# TASK TO COMPLETE
Write exactly, with no line omitted or added, the span beginning at the line that holds "Digitize the connectivity" and ending at the last line of the records.
(Beginning of EXTRACTED RECORDS)
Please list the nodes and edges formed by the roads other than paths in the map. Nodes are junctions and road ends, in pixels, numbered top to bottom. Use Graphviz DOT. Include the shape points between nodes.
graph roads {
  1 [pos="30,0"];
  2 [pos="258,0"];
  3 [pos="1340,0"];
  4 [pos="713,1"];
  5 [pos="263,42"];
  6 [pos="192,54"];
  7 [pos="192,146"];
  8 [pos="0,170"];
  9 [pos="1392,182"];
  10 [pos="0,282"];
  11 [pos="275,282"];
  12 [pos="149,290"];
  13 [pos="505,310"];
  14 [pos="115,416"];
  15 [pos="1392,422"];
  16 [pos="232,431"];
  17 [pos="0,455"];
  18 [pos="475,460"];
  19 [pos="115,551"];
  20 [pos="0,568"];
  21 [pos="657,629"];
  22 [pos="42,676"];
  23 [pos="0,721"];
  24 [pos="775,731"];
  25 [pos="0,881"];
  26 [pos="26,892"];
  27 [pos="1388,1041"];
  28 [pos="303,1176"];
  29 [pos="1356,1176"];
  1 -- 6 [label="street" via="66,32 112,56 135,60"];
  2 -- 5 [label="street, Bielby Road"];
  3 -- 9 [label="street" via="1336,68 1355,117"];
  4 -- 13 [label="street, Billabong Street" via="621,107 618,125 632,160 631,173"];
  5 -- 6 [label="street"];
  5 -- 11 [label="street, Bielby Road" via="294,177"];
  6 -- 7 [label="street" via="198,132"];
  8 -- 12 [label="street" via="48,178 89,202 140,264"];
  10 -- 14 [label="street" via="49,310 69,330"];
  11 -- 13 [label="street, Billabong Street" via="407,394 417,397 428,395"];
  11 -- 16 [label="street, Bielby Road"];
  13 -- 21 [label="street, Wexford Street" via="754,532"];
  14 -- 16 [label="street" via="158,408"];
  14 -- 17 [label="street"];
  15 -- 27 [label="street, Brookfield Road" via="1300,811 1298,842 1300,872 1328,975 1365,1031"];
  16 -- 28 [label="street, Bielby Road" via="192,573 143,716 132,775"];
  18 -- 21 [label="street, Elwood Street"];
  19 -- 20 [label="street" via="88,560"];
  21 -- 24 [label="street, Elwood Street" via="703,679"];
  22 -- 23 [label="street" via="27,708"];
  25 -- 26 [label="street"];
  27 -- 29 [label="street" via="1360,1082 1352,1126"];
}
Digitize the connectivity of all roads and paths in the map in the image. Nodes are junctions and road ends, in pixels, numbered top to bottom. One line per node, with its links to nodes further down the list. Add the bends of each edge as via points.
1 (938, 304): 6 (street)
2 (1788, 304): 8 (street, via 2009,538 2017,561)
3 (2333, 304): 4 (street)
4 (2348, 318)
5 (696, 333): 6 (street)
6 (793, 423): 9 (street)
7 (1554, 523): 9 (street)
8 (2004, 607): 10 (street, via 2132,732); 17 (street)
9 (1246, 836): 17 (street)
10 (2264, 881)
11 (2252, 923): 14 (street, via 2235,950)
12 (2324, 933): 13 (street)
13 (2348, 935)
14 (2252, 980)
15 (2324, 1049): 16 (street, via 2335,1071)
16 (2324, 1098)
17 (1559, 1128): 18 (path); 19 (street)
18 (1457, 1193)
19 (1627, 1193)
(End of EXTRACTED RECORDS)
# WRITTEN SOLUTION
Digitize the connectivity of all roads and paths in the map in the image. Nodes are junctions and road ends, in pixels, numbered top to bottom. One line per node, with its links to nodes further down the list. Add the bends of each edge as via points.
1 (938, 304): 6 (street)
2 (1788, 304): 8 (street, via 2009,538 2017,561)
3 (2333, 304): 4 (street)
4 (2348, 318)
5 (696, 333): 6 (street)
6 (793, 423): 9 (street)
7 (1554, 523): 9 (street)
8 (2004, 607): 10 (street, via 2132,732); 17 (street)
9 (1246, 836): 17 (street)
10 (2264, 881)
11 (2252, 923): 14 (street, via 2235,950)
12 (2324, 933): 13 (street)
13 (2348, 935)
14 (2252, 980)
15 (2324, 1049): 16 (street, via 2335,1071)
16 (2324, 1098)
17 (1559, 1128): 18 (path); 19 (street)
18 (1457, 1193)
19 (1627, 1193)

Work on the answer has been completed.